¿Migraña o solo un dolor de cabeza? Las claves para reconocer sus síntomas y saber cuándo consultar

Aunque muchas personas usan ambos términos como sinónimos, la migraña es una enfermedad neurológica con síntomas específicos que pueden llegar a incapacitar a quienes la padecen. Reconocer sus señales permite acceder a un diagnóstico oportuno y mejorar la calidad de vida.

Sentir dolor de cabeza de vez en cuando es una experiencia común. Sin embargo, cuando ese dolor es intenso, pulsátil y se acompaña de náuseas o una alta sensibilidad a la luz y al ruido, podría tratarse de una migraña y no de una cefalea común.

En conversación con Migraña En Foco, el presidente de la Asociación de Cefalea y Algias Craneofaciales de Chile (ACEFALCH), Raúl Juliet, explica que la migraña "es una enfermedad neurológica que no solo implica dolor, sino síntomas como náuseas, fotofobia y sensibilidad al ruido, con una intensidad que puede ser moderada a severa".

La migraña afecta a millones de personas en el mundo y puede interferir significativamente en la vida cotidiana. A diferencia de otros tipos de dolor de cabeza, sus crisis pueden prolongarse entre cuatro y 72 horas si no reciben tratamiento adecuado.

¿Cómo diferenciar una migraña de un dolor de cabeza?

No todos los dolores de cabeza son migraña. Las cefaleas comunes suelen aparecer por causas como el estrés, la tensión muscular, la deshidratación o la falta de sueño, y generalmente producen una molestia de intensidad leve o moderada.

En cambio, la migraña suele provocar un dolor pulsátil que, en muchos casos, afecta solo un lado de la cabeza y empeora con la actividad física. Además, es frecuente que quienes la padecen necesiten interrumpir sus actividades debido a la intensidad de los síntomas. 

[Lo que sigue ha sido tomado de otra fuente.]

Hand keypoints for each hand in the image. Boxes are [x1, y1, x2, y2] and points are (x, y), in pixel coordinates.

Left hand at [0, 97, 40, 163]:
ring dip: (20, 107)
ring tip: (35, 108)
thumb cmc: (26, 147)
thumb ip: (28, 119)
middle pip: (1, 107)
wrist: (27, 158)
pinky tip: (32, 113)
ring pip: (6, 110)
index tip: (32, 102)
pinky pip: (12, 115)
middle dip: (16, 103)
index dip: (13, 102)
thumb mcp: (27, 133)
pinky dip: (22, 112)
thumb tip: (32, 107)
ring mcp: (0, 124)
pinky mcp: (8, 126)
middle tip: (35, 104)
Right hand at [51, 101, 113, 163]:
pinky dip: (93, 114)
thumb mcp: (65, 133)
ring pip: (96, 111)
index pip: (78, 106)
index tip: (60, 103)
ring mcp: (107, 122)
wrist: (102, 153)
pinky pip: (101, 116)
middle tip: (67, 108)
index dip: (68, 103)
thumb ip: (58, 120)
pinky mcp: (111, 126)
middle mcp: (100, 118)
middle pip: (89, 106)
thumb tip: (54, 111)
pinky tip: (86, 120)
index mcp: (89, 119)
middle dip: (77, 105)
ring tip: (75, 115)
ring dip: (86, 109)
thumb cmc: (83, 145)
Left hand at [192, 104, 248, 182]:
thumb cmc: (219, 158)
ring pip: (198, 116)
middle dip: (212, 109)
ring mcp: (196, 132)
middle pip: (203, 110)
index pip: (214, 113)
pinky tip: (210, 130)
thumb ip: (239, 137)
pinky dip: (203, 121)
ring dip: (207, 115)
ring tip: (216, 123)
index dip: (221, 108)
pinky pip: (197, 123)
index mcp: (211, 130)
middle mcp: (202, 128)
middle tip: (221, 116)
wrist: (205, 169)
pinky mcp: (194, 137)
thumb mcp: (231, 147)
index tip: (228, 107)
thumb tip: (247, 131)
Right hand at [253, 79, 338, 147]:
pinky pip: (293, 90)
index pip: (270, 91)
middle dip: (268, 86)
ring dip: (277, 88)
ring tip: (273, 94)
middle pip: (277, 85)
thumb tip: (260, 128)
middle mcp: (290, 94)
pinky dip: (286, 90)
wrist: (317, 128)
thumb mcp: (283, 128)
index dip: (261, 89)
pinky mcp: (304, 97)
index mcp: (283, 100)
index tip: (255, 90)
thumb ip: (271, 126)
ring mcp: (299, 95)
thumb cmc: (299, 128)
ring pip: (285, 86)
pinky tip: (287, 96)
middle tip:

Entre las señales más características se encuentran:

-Dolor intenso o pulsátil, generalmente en un lado de la cabeza.
-Náuseas y, en algunos casos, vómitos.
-Sensibilidad a la luz (fotofobia).
-Sensibilidad al ruido (fonofobia).
-Molestias frente a determinados olores.
-Alteraciones visuales, como destellos o puntos luminosos, conocidas como aura, en algunos pacientes. 

Muchas personas normalizan los síntomas y uno de los principales problemas es que quienes viven con migraña suelen acostumbrarse al dolor y retrasan la consulta médica. "Es una enfermedad silenciosa, con mucho estigma. Los pacientes tienden a normalizar el dolor y no consultan a tiempo", advierte Juliet. Por ello, los especialistas recomiendan acudir a un profesional cuando los dolores de cabeza son frecuentes, aumentan en intensidad o interfieren con las actividades diarias.

También es importante buscar atención médica inmediata si el dolor aparece de forma repentina e intensa, se acompaña de fiebre, rigidez de cuello, dificultad para hablar, pérdida de fuerza, alteraciones en la visión o confusión, ya que estos síntomas podrían corresponder a otra condición que requiere atención urgente.

Un diagnóstico oportuno puede marcar la diferencia

Aunque la migraña no tiene una cura definitiva, actualmente existen tratamientos que permiten reducir la frecuencia e intensidad de las crisis, además de mejorar la calidad de vida de quienes conviven con esta enfermedad.

Recibir un diagnóstico oportuno también ayuda a evitar la automedicación y a identificar los factores que pueden desencadenar los episodios, permitiendo un tratamiento más efectivo y personalizado.